I didn't know how to respond or what to say, so I said nothing. In seconds a swarm of girls surrounded me, all encouraging Kandi to fight me. Some started shoving me, including her.

I heard one of them yell to Kandi, "Punch her in the nose!"

In a split second, I made my decision. I punched my enemy as hard as I could in her nose.

Blood splattered across her face and dress. The mob was suddenly silent. The girls stared at me with both shock and maybe disgust and disappointment in their eyes. How dare I defeat their leader?

The teacher came out and everyone quietly lined up. Kandi never snitched.

The thing about that 2nd grade incident is that no one still wanted to play with me, except one little boy maybe in the 3rd grade whose idea of playing was trying to shove his hand up my dress during playground time.

I interrupted my teacher who was talking to another.

"That boy keeps trying to touch my privacy," I said.
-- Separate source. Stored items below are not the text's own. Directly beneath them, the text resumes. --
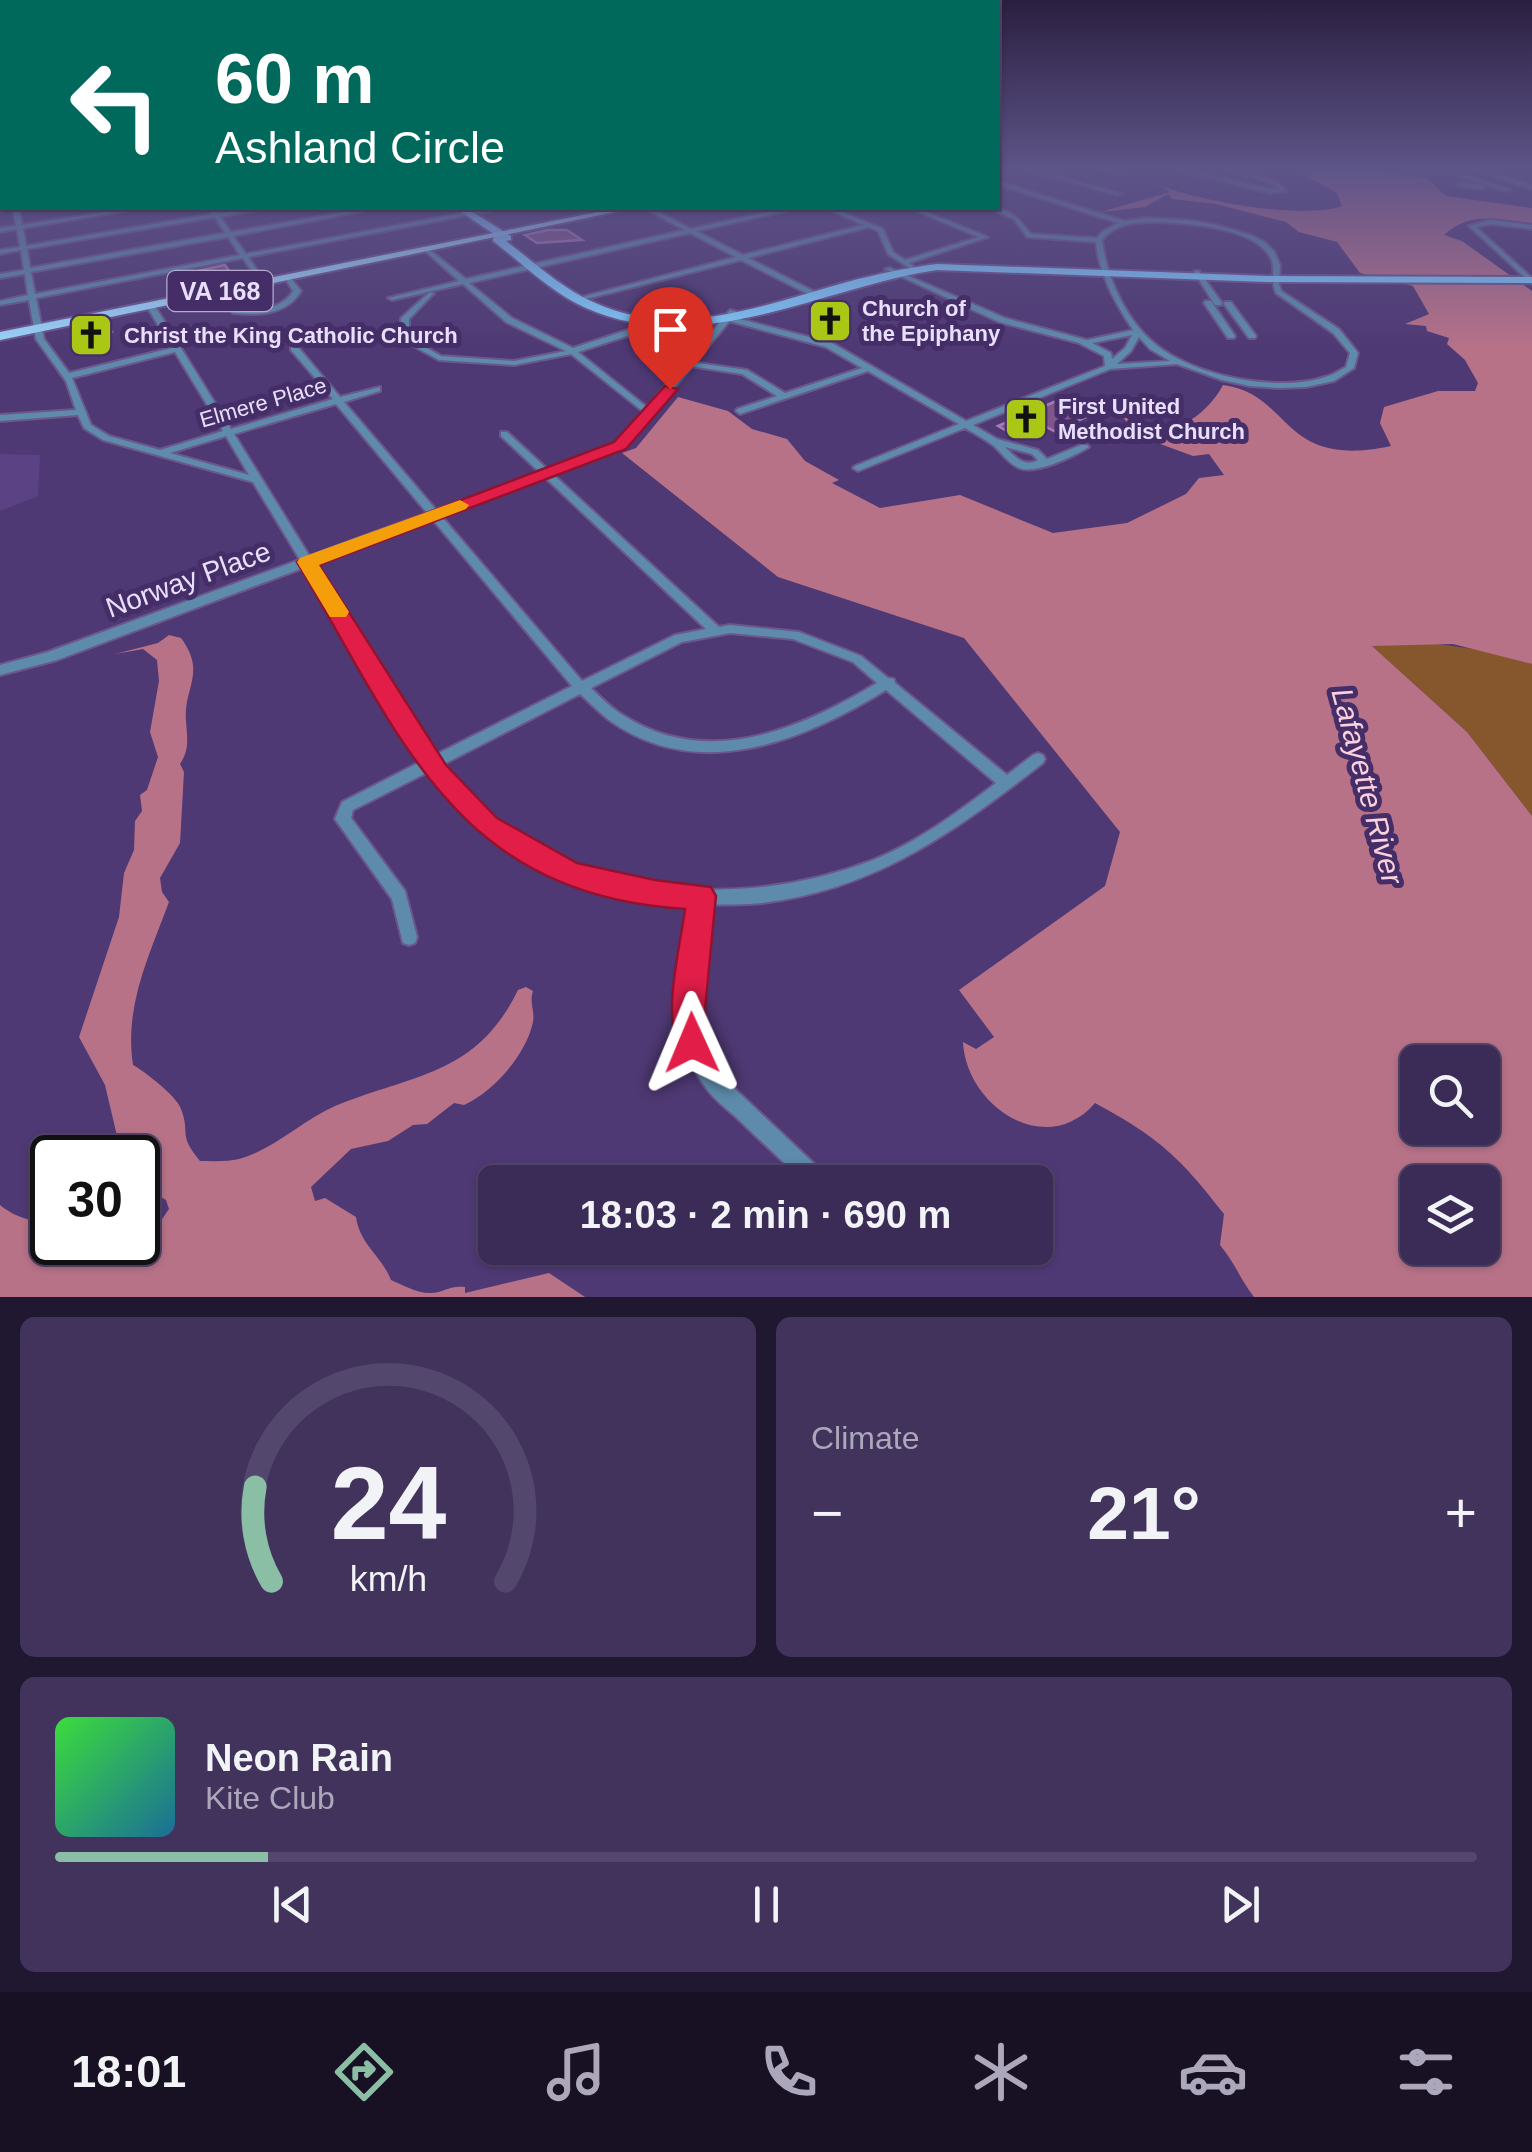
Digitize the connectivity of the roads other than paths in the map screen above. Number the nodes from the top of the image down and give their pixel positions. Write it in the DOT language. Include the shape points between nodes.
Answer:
graph roads {
  1 [pos="20,230"];
  2 [pos="131,230"];
  3 [pos="227,230"];
  4 [pos="255,230"];
  5 [pos="371,230"];
  6 [pos="492,230"];
  7 [pos="521,230"];
  8 [pos="691,230"];
  9 [pos="856,230"];
  10 [pos="877,230"];
  11 [pos="966,230"];
  12 [pos="1024,230"];
  13 [pos="1107,230"];
  14 [pos="1221,230"];
  15 [pos="1476,230"];
  16 [pos="230,234"];
  17 [pos="498,234"];
  18 [pos="1099,240"];
  19 [pos="24,248"];
  20 [pos="426,250"];
  21 [pos="0,252"];
  22 [pos="245,256"];
  23 [pos="743,258"];
  24 [pos="539,265"];
  25 [pos="902,268"];
  26 [pos="28,270"];
  27 [pos="1104,270"];
  28 [pos="1198,274"];
  29 [pos="0,276"];
  30 [pos="1274,277"];
  31 [pos="288,278"];
  32 [pos="1528,280"];
  33 [pos="263,282"];
  34 [pos="464,282"];
  35 [pos="440,288"];
  36 [pos="222,291"];
  37 [pos="811,294"];
  38 [pos="33,296"];
  39 [pos="583,297"];
  40 [pos="392,298"];
  41 [pos="0,303"];
  42 [pos="1218,303"];
  43 [pos="150,305"];
  44 [pos="731,315"];
  45 [pos="673,319"];
  46 [pos="40,328"];
  47 [pos="1138,332"];
  48 [pos="0,336"];
  49 [pos="1231,336"];
  50 [pos="1252,336"];
  51 [pos="1082,340"];
  52 [pos="294,348"];
  53 [pos="176,350"];
  54 [pos="572,352"];
  55 [pos="690,364"];
  56 [pos="1182,364"];
  57 [pos="1109,367"];
  58 [pos="870,368"];
  59 [pos="68,376"];
  60 [pos="377,389"];
  61 [pos="784,396"];
  62 [pos="338,400"];
  63 [pos="740,411"];
  64 [pos="82,412"];
  65 [pos="650,414"];
  66 [pos="0,418"];
  67 [pos="968,424"];
  68 [pos="227,432"];
  69 [pos="504,434"];
  70 [pos="994,440"];
  71 [pos="1084,447"];
  72 [pos="160,453"];
  73 [pos="1043,464"];
  74 [pos="858,468"];
  75 [pos="547,473"];
  76 [pos="258,480"];
  77 [pos="434,515"];
  78 [pos="307,562"];
  79 [pos="715,630"];
  80 [pos="0,670"];
  81 [pos="889,682"];
  82 [pos="579,686"];
  83 [pos="1038,759"];
  84 [pos="430,762"];
  85 [pos="1006,783"];
  86 [pos="701,896"];
  87 [pos="410,938"];
  88 [pos="801,1165"];
  1 -- 19 [label="street"];
  2 -- 19 [label="street"];
  3 -- 16 [label="street"];
  4 -- 16 [label="street"];
  5 -- 22 [label="street"];
  6 -- 17 [label="main road"];
  7 -- 17 [label="highway, VA 168"];
  8 -- 23 [label="street"];
  8 -- 24 [label="street"];
  9 -- 23 [label="street"];
  10 -- 25 [label="street"];
  11 -- 25 [label="street" via="985,237"];
  12 -- 18 [label="street" via="1029,236"];
  13 -- 18 [label="street"];
  14 -- 30 [label="street" via="1271,251"];
  15 -- 32 [label="street"];
  16 -- 22 [label="street"];
  16 -- 26 [label="street"];
  17 -- 20 [label="highway, VA 168"];
  17 -- 24 [label="main road"];
  18 -- 27 [label="street"];
  19 -- 21 [label="street"];
  19 -- 26 [label="street"];
  20 -- 31 [label="highway, VA 168"];
  20 -- 34 [label="street"];
  22 -- 33 [label="street"];
  22 -- 38 [label="street"];
  23 -- 37 [label="street"];
  23 -- 39 [label="street"];
  24 -- 34 [label="street"];
  24 -- 39 [label="main road"];
  25 -- 27 [label="main road"];
  25 -- 37 [label="main road"];
  25 -- 51 [label="street" via="1002,320"];
  26 -- 29 [label="street"];
  26 -- 38 [label="street"];
  27 -- 28 [label="main road"];
  27 -- 47 [label="street"];
  28 -- 30 [label="main road"];
  28 -- 42 [label="street"];
  30 -- 32 [label="main road"];
  30 -- 56 [label="street" via="1283,296 1346,340 1354,352 1350,368 1327,380 1286,385 1229,379"];
  31 -- 33 [label="highway, VA 168"];
  31 -- 36 [label="street" via="296,291 292,300 264,312 236,311"];
  33 -- 36 [label="highway, VA 168"];
  34 -- 35 [label="street"];
  34 -- 54 [label="street" via="520,327"];
  35 -- 40 [label="street"];
  35 -- 54 [label="street" via="414,305 402,326 417,349 482,363"];
  36 -- 43 [label="highway, VA 168"];
  37 -- 44 [label="main road"];
  38 -- 41 [label="street"];
  38 -- 46 [label="street"];
  39 -- 45 [label="main road"];
  42 -- 49 [label="street"];
  42 -- 50 [label="street"];
  43 -- 46 [label="highway, VA 168"];
  43 -- 53 [label="street"];
  44 -- 45 [label="main road"];
  44 -- 55 [label="street, Norway Place"];
  44 -- 58 [label="street" via="814,339"];
  45 -- 54 [label="street"];
  46 -- 48 [label="highway, VA 168"];
  46 -- 59 [label="street" via="42,345"];
  47 -- 51 [label="street"];
  47 -- 56 [label="street"];
  47 -- 57 [label="street"];
  51 -- 57 [label="street" via="1108,354"];
  52 -- 62 [label="street"];
  53 -- 59 [label="street"];
  53 -- 68 [label="street"];
  54 -- 65 [label="street"];
  55 -- 61 [label="street" via="744,372"];
  55 -- 65 [label="street, Norway Place"];
  56 -- 57 [label="street"];
  57 -- 67 [label="street"];
  58 -- 61 [label="street"];
  58 -- 67 [label="street"];
  59 -- 64 [label="street"];
  60 -- 62 [label="street, Elmere Place"];
  61 -- 63 [label="street"];
  62 -- 68 [label="street, Elmere Place"];
  62 -- 77 [label="street"];
  64 -- 66 [label="street"];
  64 -- 72 [label="street" via="98,435"];
  65 -- 75 [label="street, Norway Place" via="620,446"];
  67 -- 70 [label="street"];
  67 -- 74 [label="street"];
  68 -- 72 [label="street, Elmere Place"];
  68 -- 76 [label="street"];
  69 -- 75 [label="street"];
  70 -- 73 [label="street" via="1036,452"];
  70 -- 73 [label="street" via="1016,464"];
  71 -- 73 [label="street"];
  72 -- 76 [label="street"];
  75 -- 77 [label="street, Norway Place"];
  75 -- 79 [label="street"];
  76 -- 78 [label="street"];
  77 -- 78 [label="street, Norway Place"];
  77 -- 82 [label="street"];
  78 -- 80 [label="street, Norway Place"];
  78 -- 84 [label="street"];
  79 -- 81 [label="street" via="811,640"];
  79 -- 82 [label="street" via="679,638"];
  81 -- 82 [label="street" via="795,734 728,748 678,743 632,728"];
  81 -- 85 [label="street"];
  82 -- 84 [label="street"];
  83 -- 85 [label="street"];
  84 -- 86 [label="street" via="475,816 542,861 617,887"];
  84 -- 87 [label="street" via="343,810 399,896"];
  85 -- 86 [label="street" via="922,843 850,876 774,892"];
  86 -- 88 [label="street" via="688,1026 699,1064"];
}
She looked in his direction.

"Oh, he's just playing."

And this simple minded bitch went back to talking to her friend - another teacher.

The boy laughed. I was totally desolate. She saw him do this several times during the year to me and other girls and looked the other way. In her mind, it just wasn't a big deal. My teacher could not be trusted, and at the same time, I didn't know if she was right or wrong. Maybe it wasn't a big deal, like she said, even though it didn't feel right. Thus, she wasn't a friend, or an enemy. She was a frenemy.

I wanted to learn how to read better than I could. The school had twenty year old Dick and Jane books from the 1940s. Tattered, worn books that offered no challenge and bored me to tears.

I showed one to my dad. He made no criticism but I could see a mild negativity in his face. He loved to read Aesop's Fables to me and show me different countries on a globe he had in college. Sometimes he'd read poetry to me that he had written. I didn't understand it and wish I had his collection; I don't know what became of it.

"Why don't you have a book of these, Daddy?"

"I sold a poem once to white man. He published it under his name. I couldn't find anyone to publish it under mine."

That little fact made me sad when I got older.

He ordered me Dr. Seuss books and Highlights magazine from the dentist's office. I loved the rhymes in the former and the puzzles and stories in the other.

In the following school year, my mother gave up her feud over tuition and coughed up the cash for me to attend Catholic school, not the one closest to us, but a little further away where I didn't know anyone. The thing is, I was so emotionally damaged from an entire school year of being ostracized that I refused to play or talk with anyone. At lunch time, I sat in a corner with a stick, and drew circles in the dirt.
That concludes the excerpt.